▶ Records from a collection

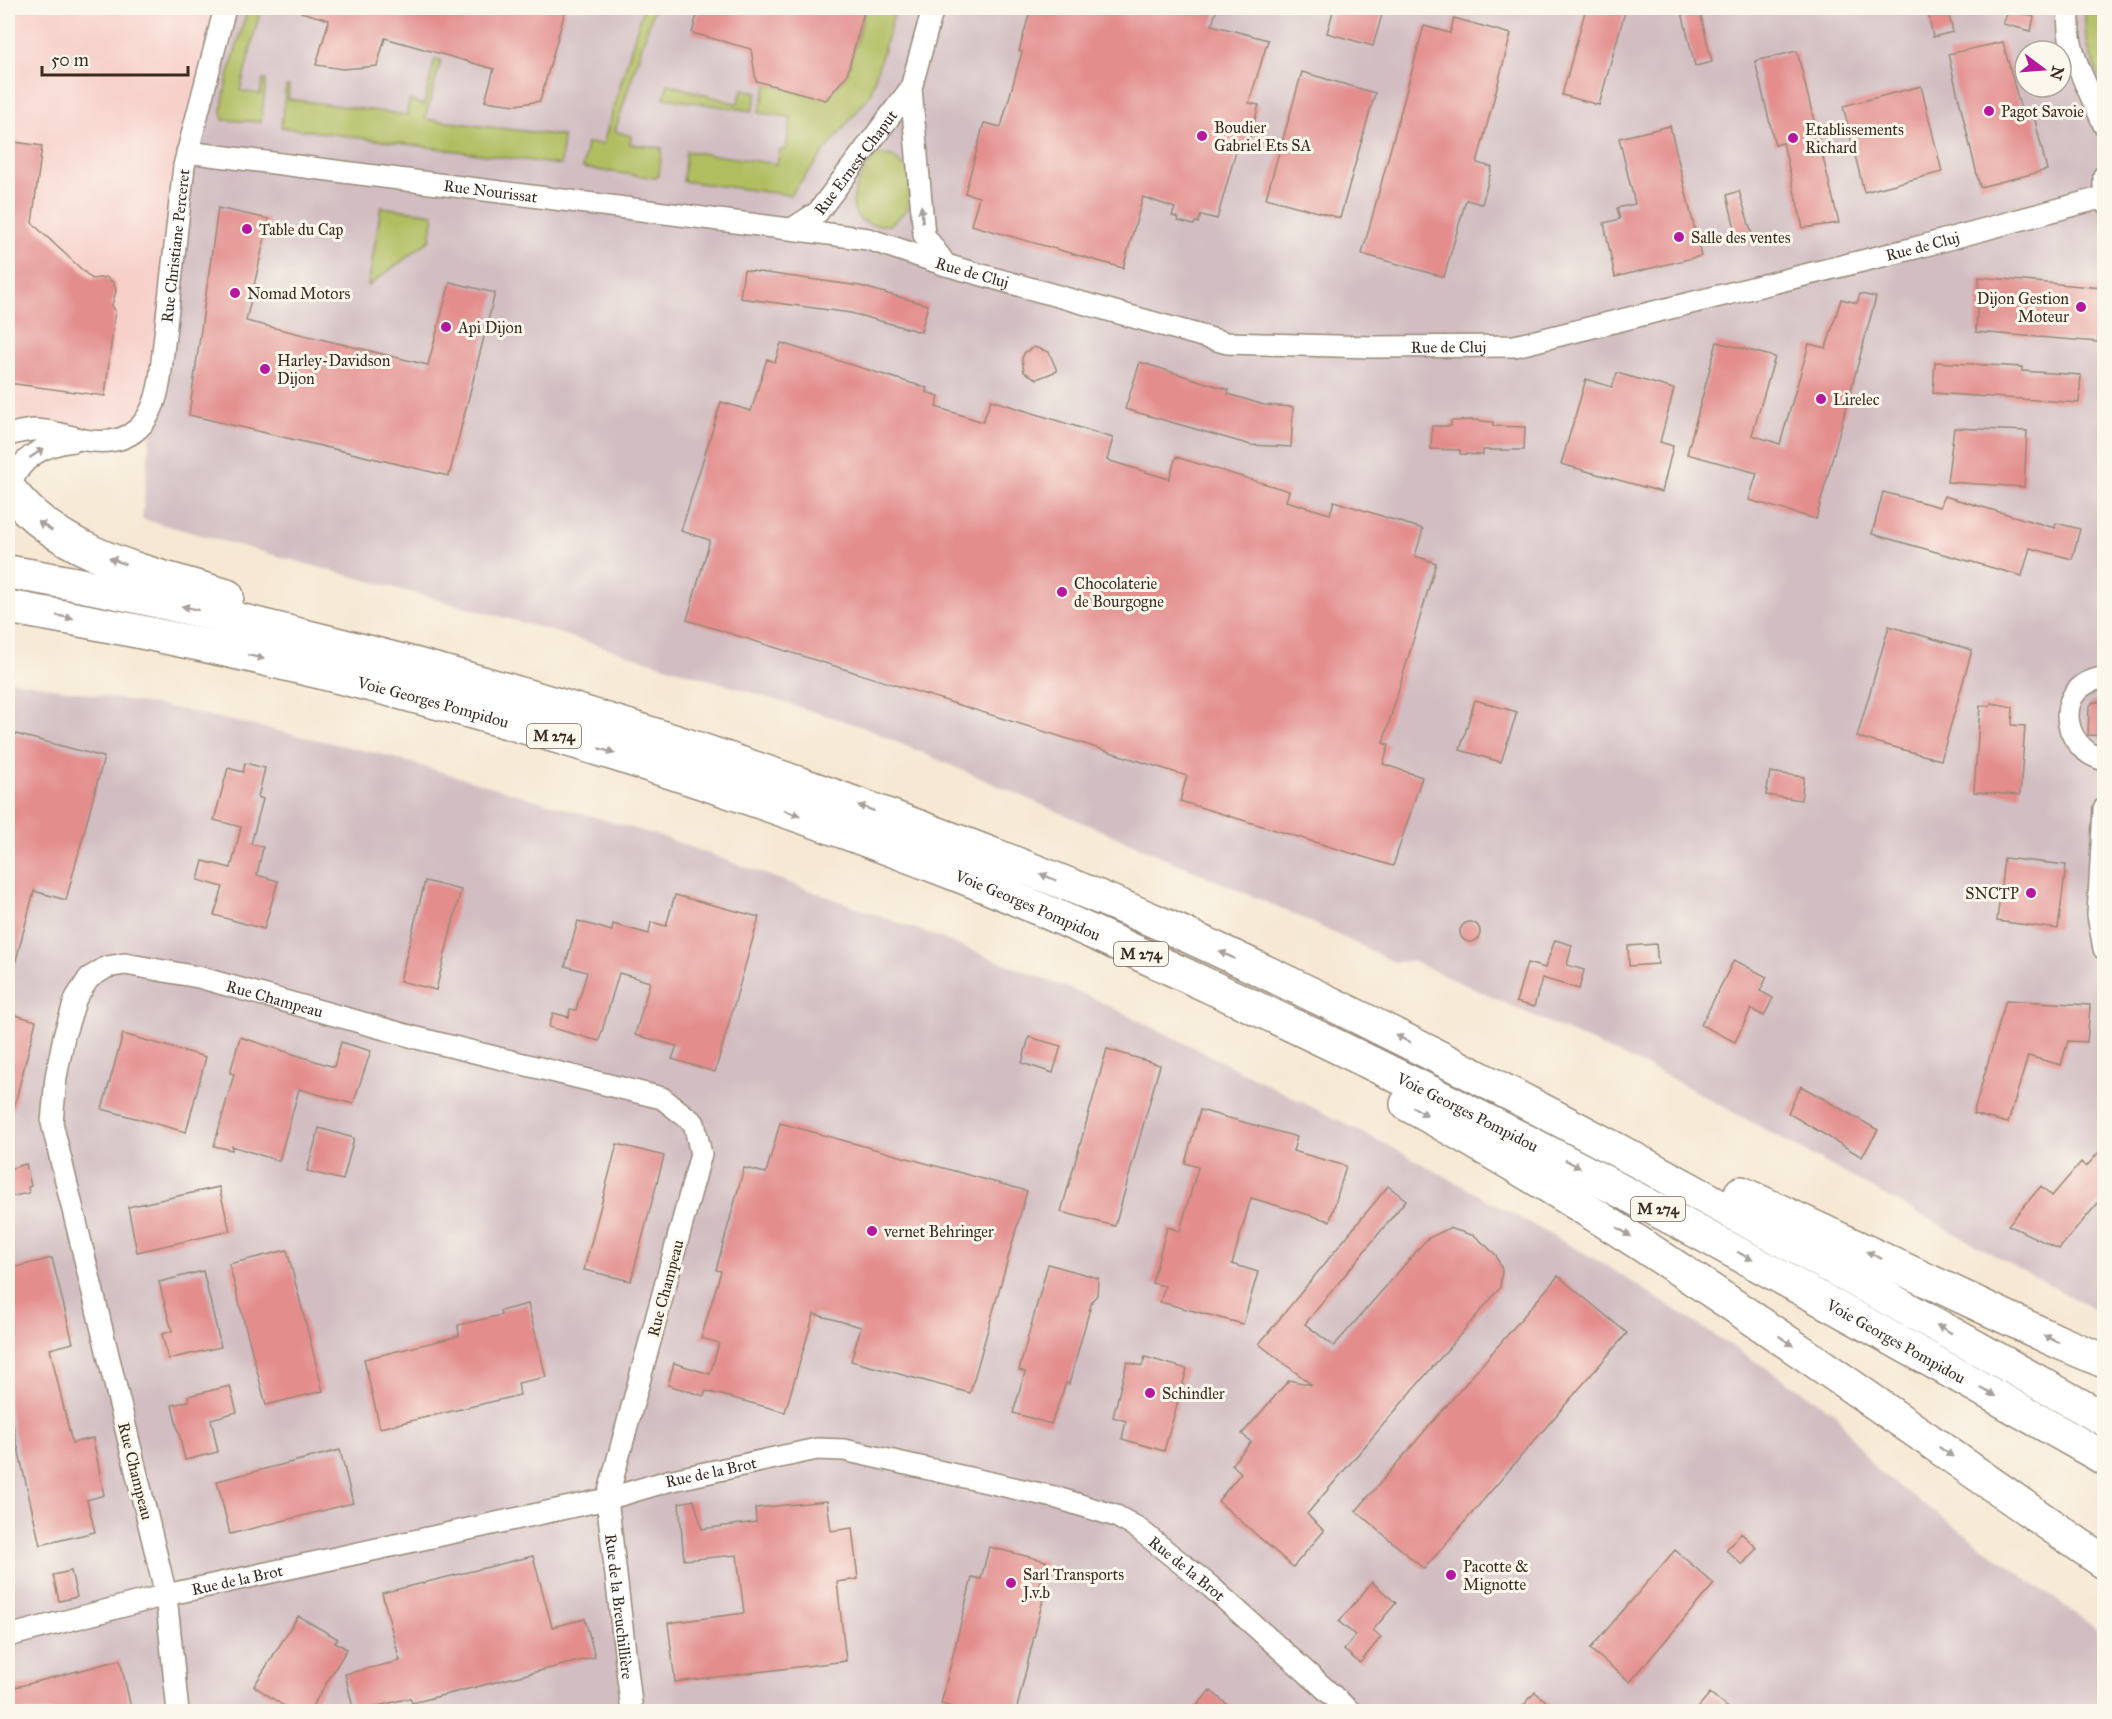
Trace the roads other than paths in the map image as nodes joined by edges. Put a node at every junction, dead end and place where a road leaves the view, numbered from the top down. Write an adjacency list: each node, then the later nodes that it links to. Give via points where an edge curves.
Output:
1 (225, 8): 6 (street, Rue Christiane Perceret)
2 (933, 8): 4 (street, Rue Ernest Chaput)
3 (2070, 8): 5 (street, via 2069,33 2074,54)
4 (911, 88): 9 (street, Rue Ernest Chaput, via 818,212); 10 (street, Rue Ernest Chaput, one-way to 4, via 924,235)
5 (2104, 125)
6 (187, 152): 9 (street, Rue Nourissat); 12 (street, Rue Christiane Perceret, via 160,379 153,408 142,426 123,438)
7 (2104, 176): 8 (street)
8 (2104, 199): 10 (street, Rue de Cluj, via 1515,346 1227,343)
9 (793, 228): 10 (street, Rue de Cluj, via 868,239)
10 (946, 265)
11 (8, 435): 12 (street, via 37,430)
12 (87, 440): 13 (street, one-way to 12, via 11,484 23,462 57,443)
13 (13, 494): 16 (highway, one-way to 13, via 116,561 58,534 35,519)
14 (8, 572): 16 (highway, Voie Georges Pompidou / M 274, one-way to 14, via 230,617)
15 (8, 607): 21 (highway, Voie Georges Pompidou / M 274, one-way to 21, via 235,652 590,745 724,788 955,874)
16 (451, 673): 22 (highway, Voie Georges Pompidou / M 274, one-way to 16, via 1161,924 1028,869 747,764)
17 (2104, 678): 18 (street, via 2078,691 2068,714 2068,727 2081,749)
18 (2104, 760)
19 (2104, 809): 20 (street, via 2098,915)
20 (2104, 949)
21 (1200, 981): 25 (highway, Voie Georges Pompidou / M 274, one-way to 25, via 1544,1149 1799,1285); 27 (highway, one-way to 27, via 1251,1020 1440,1122 1670,1261)
22 (1456, 1065): 23 (highway, one-way to 22, via 1738,1192 1557,1103); 24 (highway, Voie Georges Pompidou / M 274, one-way to 22, via 1720,1204)
23 (2104, 1361)
24 (2104, 1419)
25 (2104, 1458)
26 (607, 1499): 28 (street, Rue de la Brot); 28 (street, Rue Champeau, via 701,1154 694,1123 662,1098 417,1038 198,977 125,964 107,967 88,978 75,998 63,1036 52,1123); 31 (street, Rue de la Breuchillière); 32 (street, Rue de la Brot, via 668,1481 817,1449 871,1455 1095,1508 1136,1527 1211,1587)
27 (2104, 1562)
28 (166, 1595): 29 (street, Rue de la Brot); 30 (street, Rue Champeau)
29 (8, 1636)
30 (178, 1712)
31 (632, 1712)
32 (1351, 1712)

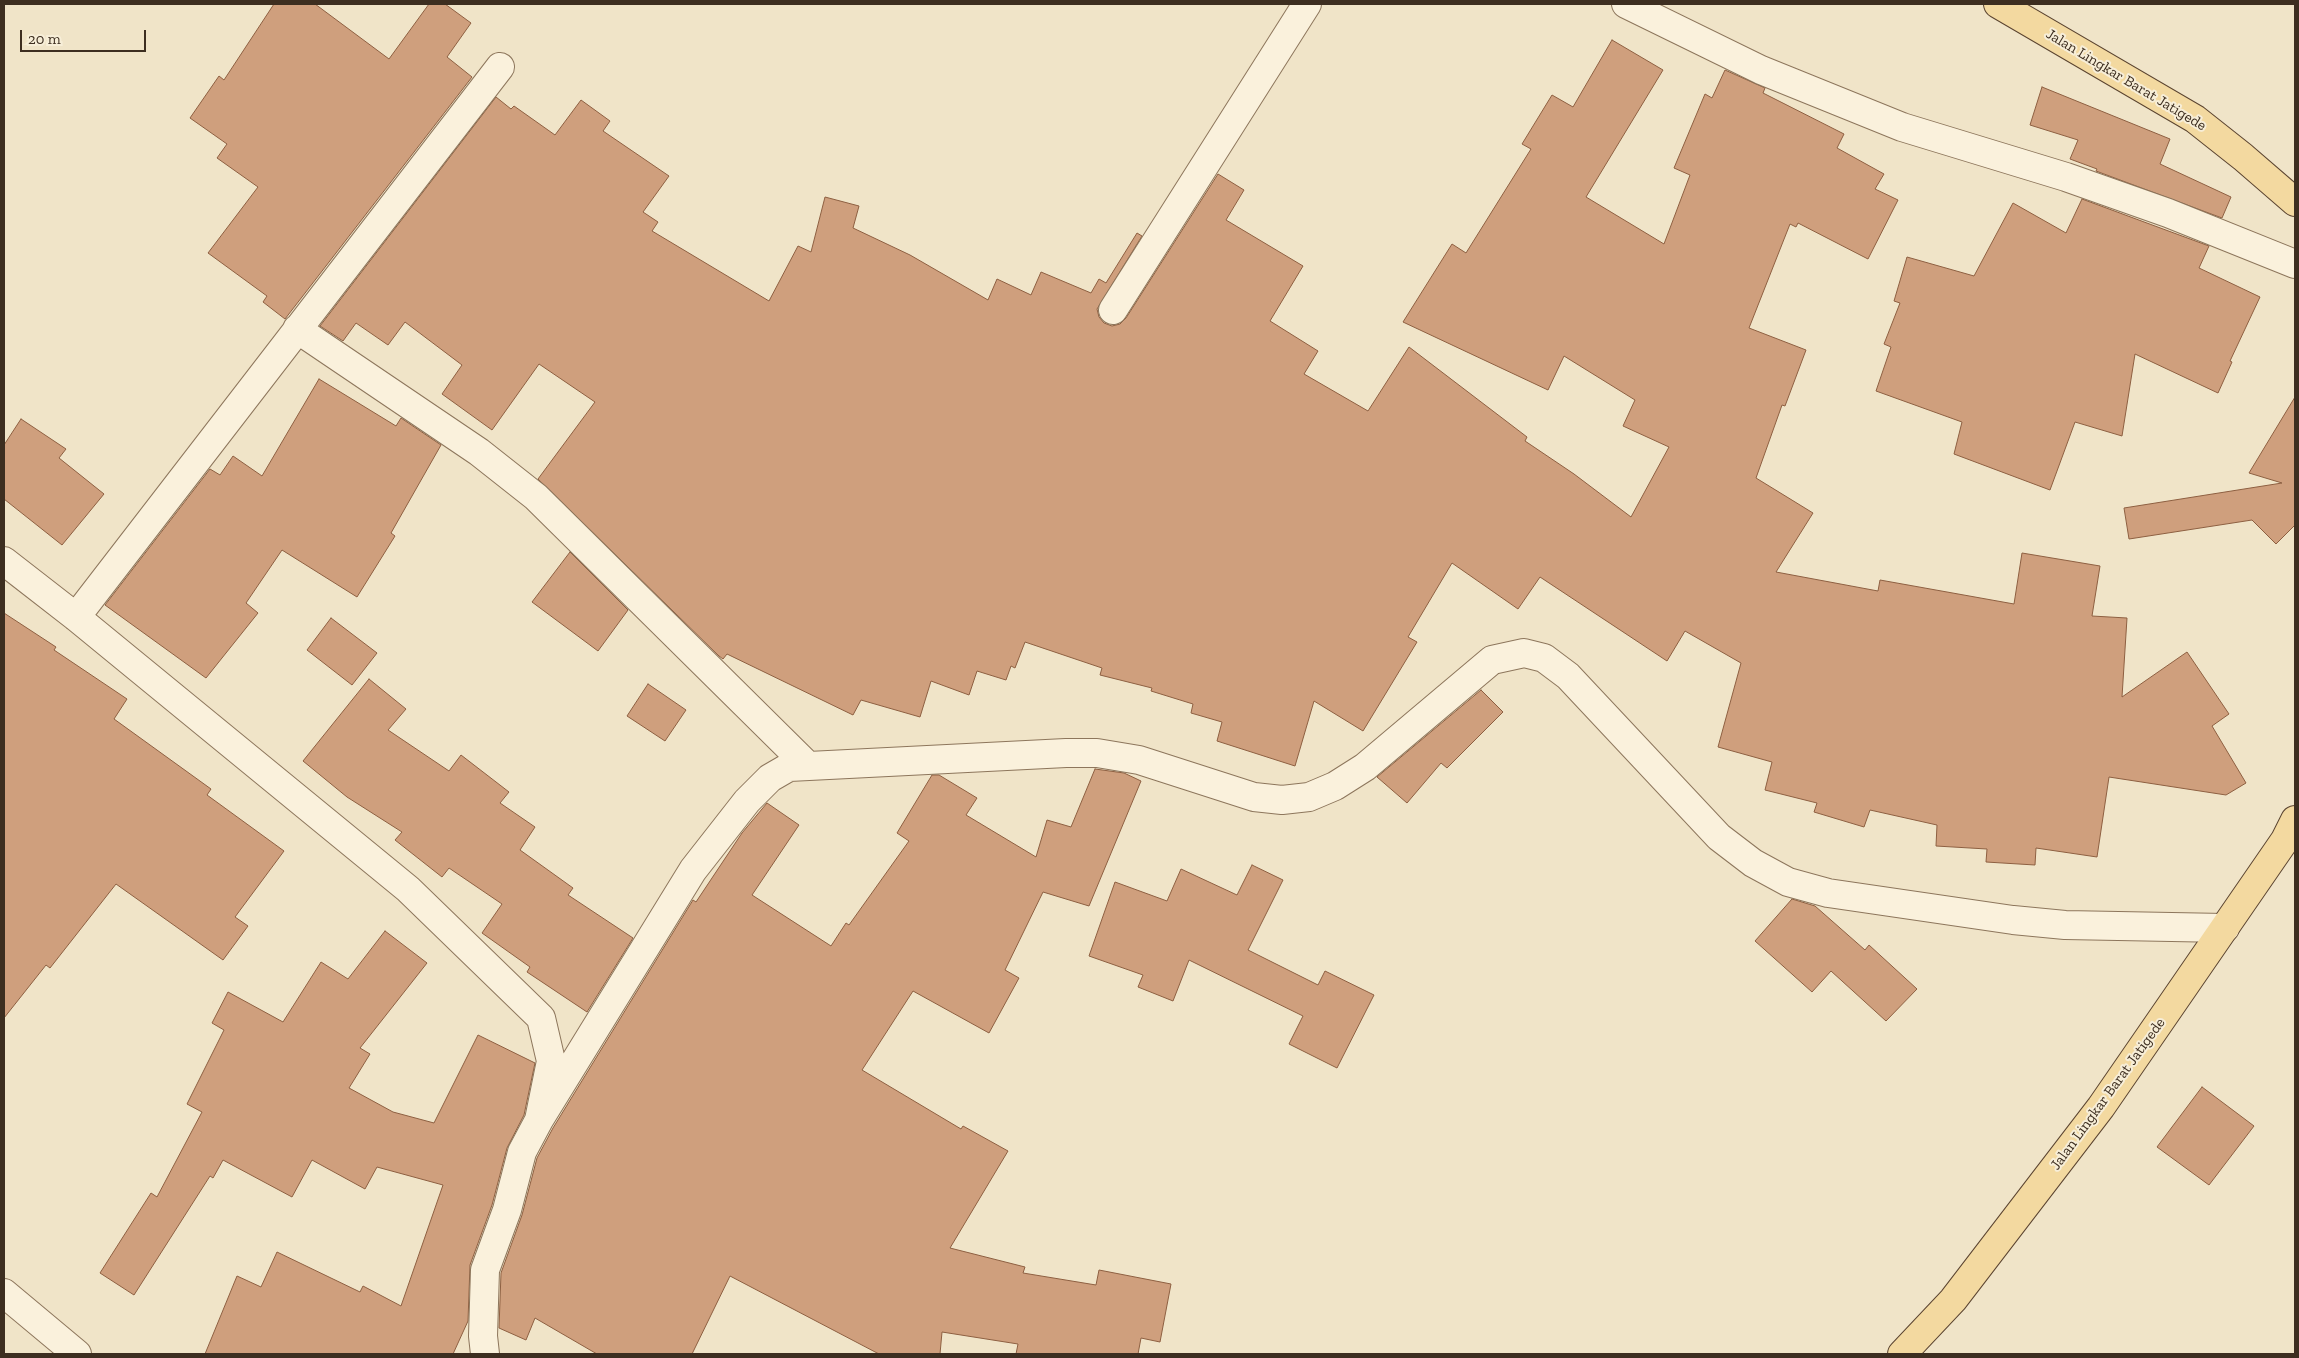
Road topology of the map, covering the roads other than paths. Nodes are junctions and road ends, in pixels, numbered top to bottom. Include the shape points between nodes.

▶ Work to be completed
Reproduce each entry above word for word. Pictures are not part of the copy.

▶ Exercise response
Trace the roads other than paths in the map image as nodes joined by edges. Put a node at every junction, dead end and place where a road leaves the view, numbered from the top down. Write an adjacency list: each node, then the later nodes that it links to. Give via points where an edge curves.
Output:
1 (225, 8): 6 (street, Rue Christiane Perceret)
2 (933, 8): 4 (street, Rue Ernest Chaput)
3 (2070, 8): 5 (street, via 2069,33 2074,54)
4 (911, 88): 9 (street, Rue Ernest Chaput, via 818,212); 10 (street, Rue Ernest Chaput, one-way to 4, via 924,235)
5 (2104, 125)
6 (187, 152): 9 (street, Rue Nourissat); 12 (street, Rue Christiane Perceret, via 160,379 153,408 142,426 123,438)
7 (2104, 176): 8 (street)
8 (2104, 199): 10 (street, Rue de Cluj, via 1515,346 1227,343)
9 (793, 228): 10 (street, Rue de Cluj, via 868,239)
10 (946, 265)
11 (8, 435): 12 (street, via 37,430)
12 (87, 440): 13 (street, one-way to 12, via 11,484 23,462 57,443)
13 (13, 494): 16 (highway, one-way to 13, via 116,561 58,534 35,519)
14 (8, 572): 16 (highway, Voie Georges Pompidou / M 274, one-way to 14, via 230,617)
15 (8, 607): 21 (highway, Voie Georges Pompidou / M 274, one-way to 21, via 235,652 590,745 724,788 955,874)
16 (451, 673): 22 (highway, Voie Georges Pompidou / M 274, one-way to 16, via 1161,924 1028,869 747,764)
17 (2104, 678): 18 (street, via 2078,691 2068,714 2068,727 2081,749)
18 (2104, 760)
19 (2104, 809): 20 (street, via 2098,915)
20 (2104, 949)
21 (1200, 981): 25 (highway, Voie Georges Pompidou / M 274, one-way to 25, via 1544,1149 1799,1285); 27 (highway, one-way to 27, via 1251,1020 1440,1122 1670,1261)
22 (1456, 1065): 23 (highway, one-way to 22, via 1738,1192 1557,1103); 24 (highway, Voie Georges Pompidou / M 274, one-way to 22, via 1720,1204)
23 (2104, 1361)
24 (2104, 1419)
25 (2104, 1458)
26 (607, 1499): 28 (street, Rue de la Brot); 28 (street, Rue Champeau, via 701,1154 694,1123 662,1098 417,1038 198,977 125,964 107,967 88,978 75,998 63,1036 52,1123); 31 (street, Rue de la Breuchillière); 32 (street, Rue de la Brot, via 668,1481 817,1449 871,1455 1095,1508 1136,1527 1211,1587)
27 (2104, 1562)
28 (166, 1595): 29 (street, Rue de la Brot); 30 (street, Rue Champeau)
29 (8, 1636)
30 (178, 1712)
31 (632, 1712)
32 (1351, 1712)

Road topology of the map, covering the roads other than paths. Nodes are junctions and road ends, in pixels, numbered top to bottom. Include the shape points between nodes.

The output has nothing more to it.